Ma lui era la mia persona giusta e non sono stato capace di tenermelo stretto, vorrei dire, e invece sto zitto e osservo i fili d'erba.

- Sarà meglio che torni in ufficio - sospira, lanciando un'occhiata all'orologio. - Promettimi che ti prenderai cura di te e che verrai da me o dalla mamma se avrai bisogno.

- Lo prometto - sospiro anch'io. - Ciao, papà.

- Ciao, Alexander - replica, arruffandomi i capelli. E poi, in un bisbiglio... - Ti voglio bene.

Si alza e se ne va. Mi rimetto le cuffiette nelle orecchie.

È stata una conversazione strana e non sono sicuro di sentirmi meglio, però terrò fede alla promessa fatta a mio padre e cercherò di prendermi cura di me stesso.

Mi chiedo se Chi-hoon stia peggio di me, ma probabilmente no, non può permettersi di ridursi come me con un lavoro come il suo. Forse starà ballando, perché ballare, quando è triste, lo aiuta a distrarsi.

Mi rilasso contro il tronco dell'albero. Mi ricordo quando abbiamo ballato qui. Mi ricordo le parole e i baci che ci siamo scambiati.

Sospiro. Ricordare non mi fa bene, ma non riesco a fare altro. Decido di andare a ricordare da un'altra parte, magari davanti a una scatola di gelato.
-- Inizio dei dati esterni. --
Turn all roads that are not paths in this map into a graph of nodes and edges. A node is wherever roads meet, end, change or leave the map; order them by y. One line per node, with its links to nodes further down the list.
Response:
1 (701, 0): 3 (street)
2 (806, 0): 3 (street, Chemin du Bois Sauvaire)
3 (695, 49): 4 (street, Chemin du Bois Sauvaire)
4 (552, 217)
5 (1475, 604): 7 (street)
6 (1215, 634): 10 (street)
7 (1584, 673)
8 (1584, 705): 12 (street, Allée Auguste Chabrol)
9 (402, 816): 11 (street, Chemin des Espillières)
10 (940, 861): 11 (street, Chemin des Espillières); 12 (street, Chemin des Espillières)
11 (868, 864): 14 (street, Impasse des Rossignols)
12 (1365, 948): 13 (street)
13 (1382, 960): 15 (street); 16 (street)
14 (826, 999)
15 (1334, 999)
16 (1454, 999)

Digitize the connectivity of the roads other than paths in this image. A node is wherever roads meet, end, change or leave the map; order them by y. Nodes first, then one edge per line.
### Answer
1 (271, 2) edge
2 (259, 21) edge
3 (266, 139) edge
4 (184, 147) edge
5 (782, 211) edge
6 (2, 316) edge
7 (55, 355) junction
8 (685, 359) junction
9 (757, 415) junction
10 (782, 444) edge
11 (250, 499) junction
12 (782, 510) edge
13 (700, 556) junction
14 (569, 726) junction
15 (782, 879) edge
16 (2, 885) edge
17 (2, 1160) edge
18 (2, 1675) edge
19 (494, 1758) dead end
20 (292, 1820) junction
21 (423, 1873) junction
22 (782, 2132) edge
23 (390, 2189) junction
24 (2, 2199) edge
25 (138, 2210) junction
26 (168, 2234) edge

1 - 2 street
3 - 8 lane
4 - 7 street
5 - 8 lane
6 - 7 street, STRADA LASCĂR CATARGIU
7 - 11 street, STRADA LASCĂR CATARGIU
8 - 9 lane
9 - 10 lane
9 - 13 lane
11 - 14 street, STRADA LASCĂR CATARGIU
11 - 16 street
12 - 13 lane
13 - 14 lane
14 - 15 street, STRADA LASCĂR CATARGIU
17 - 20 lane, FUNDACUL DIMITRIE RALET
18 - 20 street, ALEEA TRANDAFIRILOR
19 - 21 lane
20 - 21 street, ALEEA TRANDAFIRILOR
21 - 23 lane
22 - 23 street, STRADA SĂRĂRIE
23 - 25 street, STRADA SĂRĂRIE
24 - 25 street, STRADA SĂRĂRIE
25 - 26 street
Torno al mio appartamento, facendo prima tappa al supermercato per comprare il gelato. Invece di sistemarmi immediatamente sul divano, però, indosso dei vestiti puliti, mi lavo i capelli e mi faccio la barba. Dopodiché mi concedo di stravaccarmi sul divano a mangiare.

Collego il cellulare alla televisione e mi guardo qualche episodio salvato nella playlist 'guarda più tardi' di un k-drama in cui Chi-hoon ha recitato. Non è una gran idea: a metà degli episodi abbandono la scatola del gelato perché non riesco a piangere e continuare a mangiare.

Quando mi calmo, faccio qualcosa di ancor peggio: scollego il cellulare dalla televisione e vado sul suo profilo Instagram. Ha messo una nuova foto, una foto delle sue spalle muscolose mentre è in palestra, e nella descrizione ha scritto 'Rise (and shine)'.

Sospiro e scorro le altre foto. Non ce ne sono di noi, ovviamente, è per proteggere la sua privacy, ma anche se ci fossero... a quest'ora le avrebbe eliminate, penso.

Dovrei eliminarle anch'io, dal telefono, intendo. Eliminarle, cambiare blocco schermo, eliminarlo dalla mia mente e dal mio cuore, ormai è finita, basta.

Ma non ce la faccio, il mio cuore è straziato, nella mia mente ci sono impressi a fuoco i suoi dolci occhi castani, non più quelli dorati di drago di Ryuu, il mio corpo agogna il suo calore.

Ripenso ai suoi baci, così intensi ma così teneri, alla sua mano nella mia che s'incastrava perfettamente, ai suoi abbracci che m'infondevano tranquillità, a quell'unica volta in cui abbiamo fatto l'amore.

Ho voglia di rannicchiarmi sotto le coperte, a letto, e non uscire mai più. Come ho potuto lasciarlo andare?

Appoggio il cellulare sul petto, lì dove il cuore mi duole, e lascio uscire un lungo sospiro. Mi sento così stanco, come se piangere mi avesse risucchiato ogni residuo di energia che avevo ritrovato dopo essermi preso cura del mio corpo.

Chiudo gli occhi con l'intenzione di farmi un pisolino, ma la mia mente si rifiuta di concedermi la pace necessaria ad addormentarmi.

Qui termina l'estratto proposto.